======== Input material ========

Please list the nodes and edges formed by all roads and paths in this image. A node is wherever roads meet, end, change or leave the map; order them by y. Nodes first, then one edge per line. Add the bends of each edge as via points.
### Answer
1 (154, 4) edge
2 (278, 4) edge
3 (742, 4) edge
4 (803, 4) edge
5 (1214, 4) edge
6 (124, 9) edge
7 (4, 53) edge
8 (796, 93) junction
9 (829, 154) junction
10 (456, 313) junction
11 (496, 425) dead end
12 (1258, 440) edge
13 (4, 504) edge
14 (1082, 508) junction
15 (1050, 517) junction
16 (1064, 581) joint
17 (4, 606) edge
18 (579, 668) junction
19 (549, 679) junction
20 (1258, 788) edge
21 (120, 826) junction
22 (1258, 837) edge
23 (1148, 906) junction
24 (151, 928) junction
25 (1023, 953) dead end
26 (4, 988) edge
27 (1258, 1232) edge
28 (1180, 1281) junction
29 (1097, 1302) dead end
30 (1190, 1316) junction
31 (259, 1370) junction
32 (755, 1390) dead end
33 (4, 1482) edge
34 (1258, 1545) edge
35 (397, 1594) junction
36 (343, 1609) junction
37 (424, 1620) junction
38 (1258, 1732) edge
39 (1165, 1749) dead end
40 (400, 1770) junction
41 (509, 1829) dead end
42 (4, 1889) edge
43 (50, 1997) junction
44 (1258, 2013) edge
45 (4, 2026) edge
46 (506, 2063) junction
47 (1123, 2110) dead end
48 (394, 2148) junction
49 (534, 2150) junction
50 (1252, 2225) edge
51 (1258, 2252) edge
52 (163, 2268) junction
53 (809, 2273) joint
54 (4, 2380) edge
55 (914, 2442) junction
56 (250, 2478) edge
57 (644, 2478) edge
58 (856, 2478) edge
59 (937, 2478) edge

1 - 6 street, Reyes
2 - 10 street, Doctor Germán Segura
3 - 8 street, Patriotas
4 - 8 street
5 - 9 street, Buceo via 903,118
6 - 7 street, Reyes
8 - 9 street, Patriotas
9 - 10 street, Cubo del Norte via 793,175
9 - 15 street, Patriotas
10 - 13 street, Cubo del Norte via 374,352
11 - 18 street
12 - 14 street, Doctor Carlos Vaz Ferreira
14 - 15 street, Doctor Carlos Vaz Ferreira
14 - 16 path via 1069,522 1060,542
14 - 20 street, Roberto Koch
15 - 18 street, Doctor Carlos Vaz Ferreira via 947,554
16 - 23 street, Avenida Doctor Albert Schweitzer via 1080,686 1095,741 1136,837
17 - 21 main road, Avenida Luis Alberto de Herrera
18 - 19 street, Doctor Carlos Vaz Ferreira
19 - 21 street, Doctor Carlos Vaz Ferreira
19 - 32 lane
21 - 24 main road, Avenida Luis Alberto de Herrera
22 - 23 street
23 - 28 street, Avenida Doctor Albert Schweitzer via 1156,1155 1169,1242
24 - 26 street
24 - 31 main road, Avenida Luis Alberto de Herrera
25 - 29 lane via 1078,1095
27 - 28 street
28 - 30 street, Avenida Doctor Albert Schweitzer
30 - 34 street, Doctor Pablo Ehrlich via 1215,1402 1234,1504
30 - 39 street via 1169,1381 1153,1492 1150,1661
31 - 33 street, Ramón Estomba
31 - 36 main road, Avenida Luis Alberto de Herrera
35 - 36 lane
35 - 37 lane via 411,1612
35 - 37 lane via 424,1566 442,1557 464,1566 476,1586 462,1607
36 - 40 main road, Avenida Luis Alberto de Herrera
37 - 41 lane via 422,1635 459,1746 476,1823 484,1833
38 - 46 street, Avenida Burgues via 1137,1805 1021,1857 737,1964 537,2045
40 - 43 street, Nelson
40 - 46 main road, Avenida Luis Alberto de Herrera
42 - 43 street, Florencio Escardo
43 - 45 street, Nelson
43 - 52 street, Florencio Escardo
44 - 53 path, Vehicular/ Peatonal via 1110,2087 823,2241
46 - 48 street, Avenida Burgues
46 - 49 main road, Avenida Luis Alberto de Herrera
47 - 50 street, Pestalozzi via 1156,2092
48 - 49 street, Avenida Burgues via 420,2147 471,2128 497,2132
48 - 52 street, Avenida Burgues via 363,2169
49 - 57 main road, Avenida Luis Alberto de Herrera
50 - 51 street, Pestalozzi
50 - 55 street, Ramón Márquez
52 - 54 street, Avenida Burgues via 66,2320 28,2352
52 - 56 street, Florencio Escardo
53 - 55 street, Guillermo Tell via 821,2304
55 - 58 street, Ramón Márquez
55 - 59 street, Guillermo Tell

========

__Exercise aim__. Your task is to copy each line from the material above that includes the word "Luis".

__Solution to this exercise__.
17 - 21 main road, Avenida Luis Alberto de Herrera
21 - 24 main road, Avenida Luis Alberto de Herrera
24 - 31 main road, Avenida Luis Alberto de Herrera
31 - 36 main road, Avenida Luis Alberto de Herrera
36 - 40 main road, Avenida Luis Alberto de Herrera
40 - 46 main road, Avenida Luis Alberto de Herrera
46 - 49 main road, Avenida Luis Alberto de Herrera
49 - 57 main road, Avenida Luis Alberto de Herrera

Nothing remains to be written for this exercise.